Après le déploiement de la Mission des Nations unies MINUSMA au Mali, quelle sera la place et la valeur ajoutée de l’engagement français et européen dans la stabilisation de la région à long terme ?
Il faut distinguer l’engagement français et l’engagement européen, même s’il y a des interactions dans les contributions. Paris a en effet encore près de 3 200 militaires au Mali, qui mènent régulièrement des opérations de ratissage et de sécurisation et, en vertu de la résolution 2100 de l’ONU, peuvent intervenir en appui de la MINUSMA. Plusieurs autres États européens participent à la formation des soldats maliens dans le cadre de la mission EUTM-Mali et, concernant l’approche communautaire, la stratégie EU-Sahel ambitionne de faire jouer à l’UE un rôle de premier plan dans la stabilisation à long terme du Sahel. Ceci étant, si elle souhaite être à la hauteur de ses ambitions dans la région, elle devra dépasser un certain nombre de facteurs qui ont limité l’impact de son action ces dernières années : manque de compétences sur les questions sécuritaires et la lutte contre l’extrémisme, faible articulation des financements dans les différents domaines de son action en fonction des objectifs à atteindre aux différentes échéances, et fortes réticences sur le financement des forces armées (assuré de facto par les États membres).

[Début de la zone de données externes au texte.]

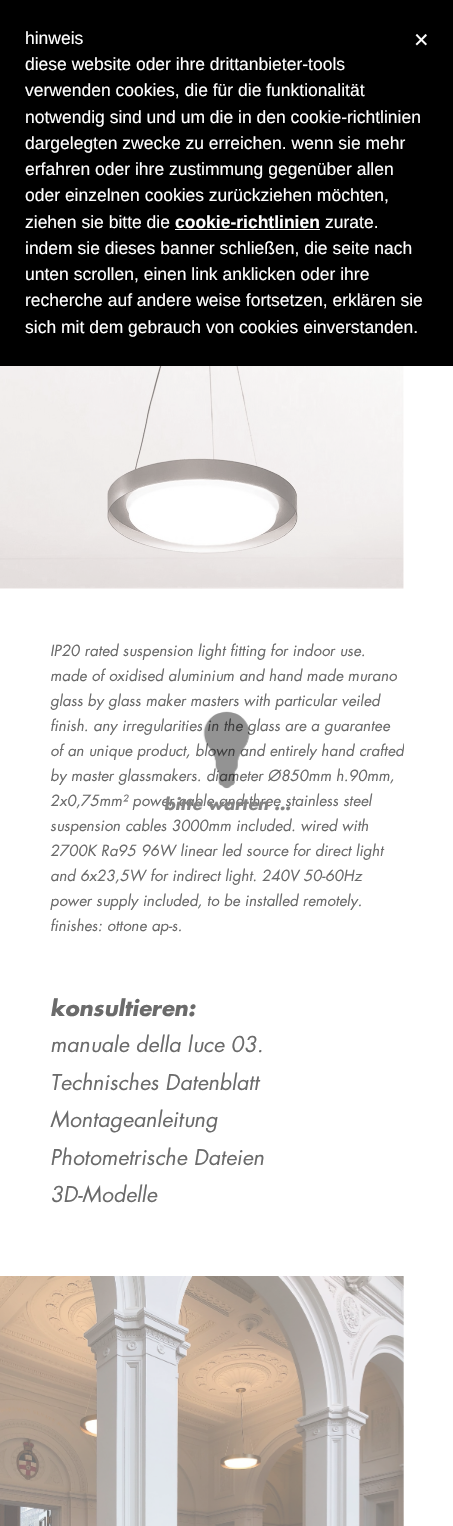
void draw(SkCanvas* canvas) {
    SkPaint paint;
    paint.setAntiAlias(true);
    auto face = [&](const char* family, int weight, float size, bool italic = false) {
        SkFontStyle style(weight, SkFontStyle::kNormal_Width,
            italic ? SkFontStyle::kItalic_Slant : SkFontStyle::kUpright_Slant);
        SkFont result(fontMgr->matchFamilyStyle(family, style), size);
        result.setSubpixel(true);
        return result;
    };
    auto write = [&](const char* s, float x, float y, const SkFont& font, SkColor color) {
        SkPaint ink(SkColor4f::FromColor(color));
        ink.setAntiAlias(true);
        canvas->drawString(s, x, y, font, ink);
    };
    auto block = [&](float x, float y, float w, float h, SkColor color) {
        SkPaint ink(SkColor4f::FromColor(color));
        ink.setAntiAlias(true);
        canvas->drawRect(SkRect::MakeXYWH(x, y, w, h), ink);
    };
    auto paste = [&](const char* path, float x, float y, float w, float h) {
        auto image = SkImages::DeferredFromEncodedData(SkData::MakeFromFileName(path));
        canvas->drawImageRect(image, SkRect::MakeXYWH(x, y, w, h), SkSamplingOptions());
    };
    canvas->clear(SK_ColorWHITE);
    block(0, 0, 453, 366, SK_ColorBLACK);
    auto kFont1 = face("Liberation Sans", 400, 17.5f);
    write("hinweis", 25, 44, kFont1, SK_ColorWHITE);
    write("diese website oder ihre drittanbieter-tools", 25, 70, kFont1, SK_ColorWHITE);
    write("verwenden cookies, die für die funktionalität", 25, 96, kFont1, SK_ColorWHITE);
    write("notwendig sind und um die in den cookie-richtlinien", 25, 123, kFont1, SK_ColorWHITE);
    write("dargelegten zwecke zu erreichen. wenn sie mehr", 25, 149, kFont1, SK_ColorWHITE);
    write("erfahren oder ihre zustimmung gegenüber allen", 25, 175, kFont1, SK_ColorWHITE);
    write("oder einzelnen cookies zurückziehen möchten,", 25, 201, kFont1, SK_ColorWHITE);
    write("ziehen sie bitte die", 25, 228, kFont1, SK_ColorWHITE);
    auto kFont2 = face("Liberation Sans", 700, 17.5f);
    write("cookie-richtlinien", 175, 228, kFont2, SK_ColorWHITE);
    block(175, 229, 145, 1, SK_ColorWHITE);
    write("zurate.", 325, 228, kFont1, SK_ColorWHITE);
    write("indem sie dieses banner schließen, die seite nach", 25, 254, kFont1, SK_ColorWHITE);
    write("unten scrollen, einen link anklicken oder ihre", 25, 280, kFont1, SK_ColorWHITE);
    write("recherche auf andere weise fortsetzen, erklären sie", 25, 306, kFont1, SK_ColorWHITE);
    write("sich mit dem gebrauch von cookies einverstanden.", 25, 333, kFont1, SK_ColorWHITE);
    auto kFont3 = face("Liberation Sans", 400, 25);
    write("×", 414, 48, kFont3, SK_ColorWHITE);
    paste("pic1.png", 0, 366, 404, 223);
    auto kFont4 = face("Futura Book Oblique", 400, 15);
    write("IP20 rated suspension light fitting for indoor use.", 50, 656, kFont4, SkColorSetRGB(107, 107, 107));
    write("made of oxidised aluminium and hand made murano", 50, 681, kFont4, SkColorSetRGB(107, 107, 107));
    write("glass by glass maker masters with particular veiled", 50, 706, kFont4, SkColorSetRGB(107, 107, 107));
    write("finish. any irregularities in the glass are a guarantee", 50, 731, kFont4, SkColorSetRGB(107, 107, 107));
    canvas->save();
    canvas->clipRect(SkRect::MakeXYWH(0, 639, 404, 300));
    write("of an unique product, blown and entirely hand crafted", 50, 756, kFont4, SkColorSetRGB(107, 107, 107));
    canvas->restore();
    write("by master glassmakers. diameter Ø850mm h.90mm,", 50, 781, kFont4, SkColorSetRGB(107, 107, 107));
    write("2x0,75mm² power cable and three stainless steel", 50, 806, kFont4, SkColorSetRGB(107, 107, 107));
    write("suspension cables 3000mm included. wired with", 50, 831, kFont4, SkColorSetRGB(107, 107, 107));
    write("2700K Ra95 96W linear led source for direct light", 50, 856, kFont4, SkColorSetRGB(107, 107, 107));
    write("and 6x23,5W for indirect light. 240V 50-60Hz", 50, 881, kFont4, SkColorSetRGB(107, 107, 107));
    write("power supply included, to be installed remotely.", 50, 906, kFont4, SkColorSetRGB(107, 107, 107));
    write("finishes: ottone ap-s.", 50, 931, kFont4, SkColorSetRGB(107, 107, 107));
    auto kFont5 = face("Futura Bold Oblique", 700, 21.25f);
    write("konsultieren:", 50, 1016, kFont5, SkColorSetRGB(107, 107, 107));
    auto kFont6 = face("Futura Book Oblique", 400, 21.25f);
    write("manuale della luce 03.", 50, 1052, kFont6, SkColorSetRGB(107, 107, 107));
    write("Technisches Datenblatt", 50, 1090, kFont6, SkColorSetRGB(107, 107, 107));
    write("Montageanleitung", 50, 1127, kFont6, SkColorSetRGB(107, 107, 107));
    write("Photometrische Dateien", 50, 1165, kFont6, SkColorSetRGB(107, 107, 107));
    write("3D-Modelle", 50, 1202, kFont6, SkColorSetRGB(107, 107, 107));
    paste("pic2.png", 0, 1276, 404, 250);
    paste("pic3.png", 203, 711, 47, 78);
    auto kFont7 = face("Futura Bold Oblique", 700, 16.25f);
    write("bitte warten ...", 164, 810, kFont7, SkColorSetRGB(133, 133, 133));
}
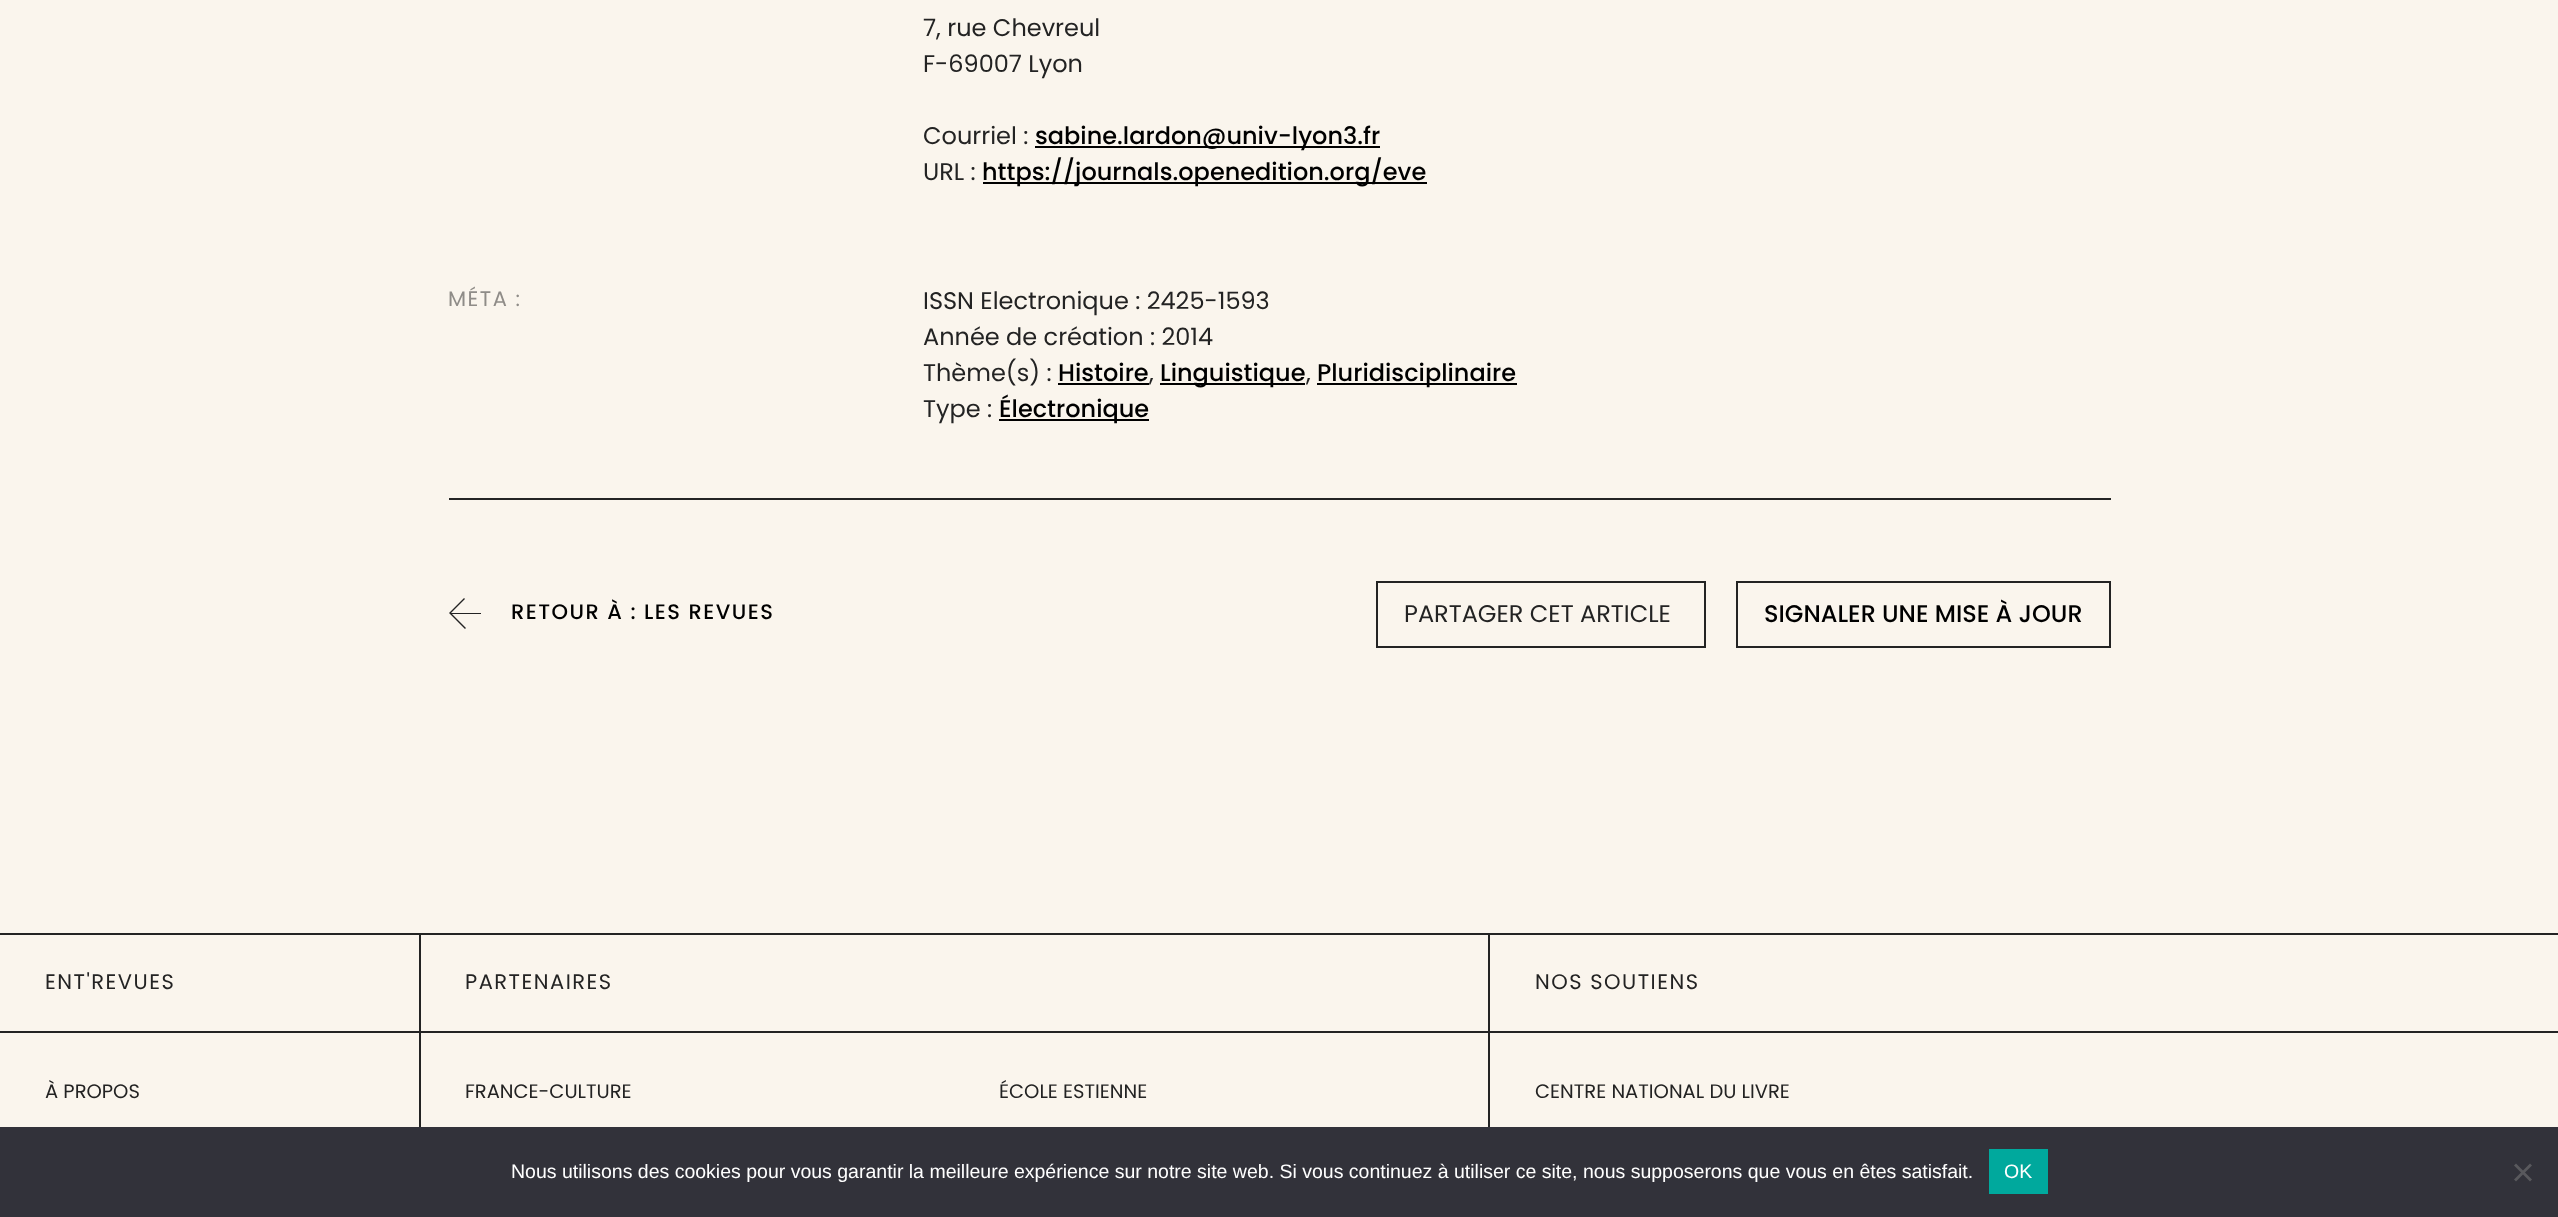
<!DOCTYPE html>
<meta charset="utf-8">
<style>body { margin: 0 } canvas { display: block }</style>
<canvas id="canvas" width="2558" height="1217"></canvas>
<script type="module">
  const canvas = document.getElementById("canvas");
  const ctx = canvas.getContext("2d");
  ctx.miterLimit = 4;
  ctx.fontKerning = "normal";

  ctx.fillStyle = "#faf5ed";
  ctx.fillRect(0, 0, 2558, 1217);
  ctx.font = "24px Poppins";
  ctx.fillStyle = "#232323";
  ctx.fillText("7, rue Chevreul", 923, 36);
  ctx.fillText("F-69007 Lyon", 923, 72);
  ctx.fillText("Courriel :", 923, 144);
  ctx.fillStyle = "#000000";
  ctx.fillRect(1035, 146, 345, 2);
  ctx.font = "500 24px Poppins";
  ctx.fillText("sabine.lardon@univ-lyon3.fr", 1035, 144);
  ctx.font = "24px Poppins";
  ctx.fillStyle = "#232323";
  ctx.fillText("URL :", 923, 180);
  ctx.fillStyle = "#000000";
  ctx.fillRect(983, 182, 444, 2);
  ctx.font = "500 24px Poppins";
  ctx.fillText("https://journals.openedition.org/eve", 982, 180);
  ctx.letterSpacing = "1.5px";
  ctx.font = "21px Poppins";
  ctx.fillStyle = "#8f8c88";
  ctx.fillText("MÉTA :", 448, 306);
  ctx.letterSpacing = "0px";
  ctx.font = "24px Poppins";
  ctx.fillStyle = "#232323";
  ctx.fillText("ISSN Electronique : 2425-1593", 923, 309);
  ctx.fillText("Année de création : 2014", 923, 345);
  ctx.fillText("Thème(s) :", 923, 381);
  ctx.font = "500 24px Poppins";
  ctx.fillStyle = "#000000";
  ctx.fillText("Histoire", 1058, 381);
  ctx.fillRect(1058, 383, 91, 2);
  ctx.font = "24px Poppins";
  ctx.fillStyle = "#232323";
  ctx.fillText(",", 1149, 381);
  ctx.fillStyle = "#000000";
  ctx.fillRect(1160, 383, 145, 2);
  ctx.font = "500 24px Poppins";
  ctx.fillText("Linguistique", 1160, 381);
  ctx.font = "24px Poppins";
  ctx.fillStyle = "#232323";
  ctx.fillText(",", 1306, 381);
  ctx.fillStyle = "#000000";
  ctx.fillRect(1317, 383, 200, 2);
  ctx.font = "500 24px Poppins";
  ctx.fillText("Pluridisciplinaire", 1317, 381);
  ctx.font = "24px Poppins";
  ctx.fillStyle = "#232323";
  ctx.fillText("Type :", 923, 417);
  ctx.fillStyle = "#000000";
  ctx.fillRect(999, 419, 150, 2);
  ctx.font = "500 24px Poppins";
  ctx.fillText("Électronique", 999, 417);
  ctx.fillStyle = "#242424";
  ctx.fillRect(449, 498, 1662, 2);
  ctx.fillStyle = "#232323";
  ctx.fillRect(450, 613, 31, 1);
  ctx.beginPath();
  ctx.moveTo(465.5, 628.5);
  ctx.lineTo(450, 613);
  ctx.lineTo(464.5, 598.5);
  ctx.strokeStyle = "#232323";
  ctx.lineWidth = 1.4;
  ctx.stroke();
  ctx.letterSpacing = "1.5px";
  ctx.font = "500 21px Poppins";
  ctx.fillStyle = "#000000";
  ctx.fillText("RETOUR À : LES REVUES", 511, 619);
  ctx.lineWidth = 2;
  ctx.strokeRect(1377, 582, 328, 65);
  ctx.letterSpacing = "0px";
  ctx.font = "24px Poppins";
  ctx.fillStyle = "#232323";
  ctx.fillText("PARTAGER CET ARTICLE", 1404, 622);
  ctx.strokeRect(1737, 582, 373, 65);
  ctx.font = "500 24px Poppins";
  ctx.fillStyle = "#000000";
  ctx.fillText("SIGNALER UNE MISE À JOUR", 1764, 622);
  ctx.fillStyle = "#232323";
  ctx.fillRect(0, 933, 2558, 2);
  ctx.fillRect(419, 935, 2, 192);
  ctx.fillRect(0, 1031, 419, 2);
  ctx.letterSpacing = "1.5px";
  ctx.font = "21px Poppins";
  ctx.fillText("ENT'REVUES", 45, 989);
  ctx.letterSpacing = "0px";
  ctx.font = "19.5px Poppins";
  ctx.fillText("À PROPOS", 45, 1098);
  ctx.fillRect(1488, 935, 2, 192);
  ctx.fillRect(420, 1031, 1068, 2);
  ctx.letterSpacing = "1.5px";
  ctx.font = "21px Poppins";
  ctx.fillText("PARTENAIRES", 465, 989);
  ctx.letterSpacing = "0px";
  ctx.font = "19.5px Poppins";
  ctx.fillText("FRANCE-CULTURE", 465, 1098);
  ctx.fillText("ÉCOLE ESTIENNE", 999, 1098);
  ctx.fillRect(1490, 1031, 1068, 2);
  ctx.letterSpacing = "1.5px";
  ctx.font = "21px Poppins";
  ctx.fillText("NOS SOUTIENS", 1535, 989);
  ctx.letterSpacing = "0px";
  ctx.font = "19.5px Poppins";
  ctx.fillText("CENTRE NATIONAL DU LIVRE", 1535, 1098);
  ctx.fillStyle = "#32323a";
  ctx.fillRect(0, 1127, 2558, 90);
  ctx.font = "19.5px Liberation Sans";
  ctx.fillStyle = "#ffffff";
  ctx.fillText("Nous utilisons des cookies pour vous garantir la meilleure expérience sur notre site web. Si vous continuez à utiliser ce site, nous supposerons que vous en êtes satisfait.", 511, 1178);
  ctx.fillStyle = "#00a99d";
  ctx.fillRect(1989, 1149, 59, 45);
  ctx.fillStyle = "#ffffff";
  ctx.fillText("OK", 2004, 1178);
  ctx.fillStyle = "#59595d";
  ctx.beginPath();
  ctx.moveTo(2530, 1163.5);
  ctx.lineTo(2532, 1165.5);
  ctx.lineTo(2516, 1181.5);
  ctx.lineTo(2514, 1179.5);
  ctx.closePath();
  ctx.fill();
  ctx.beginPath();
  ctx.moveTo(2514, 1165.5);
  ctx.lineTo(2516, 1163.5);
  ctx.lineTo(2532, 1179.5);
  ctx.lineTo(2530, 1181.5);
  ctx.closePath();
  ctx.fill();
</script>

Enfin, encore une fois, la proximité culturelle et historique peut être un atout pour l’UE et pour la France : la langue française facilite la communication et les échanges ; le « soft power » de l’UE est souvent mieux perçu que le « soft and hard power » des États-Unis comme l’a rappelé la difficulté de ces derniers pour trouver un siège en Afrique à l’AFRICOM ; l’organisation de certaines institutions calquées sur celle des anciennes puissances coloniales peut permettre une meilleure compréhension des enjeux et des problématiques locales. Encore que, rappelons-le, la compréhension de l’autre ne repose pas exclusivement sur une proximité ou une sensibilité. Une culture de l’ouverture, sans arrogance, et des contacts locaux sont autant si ce n’est plus importants.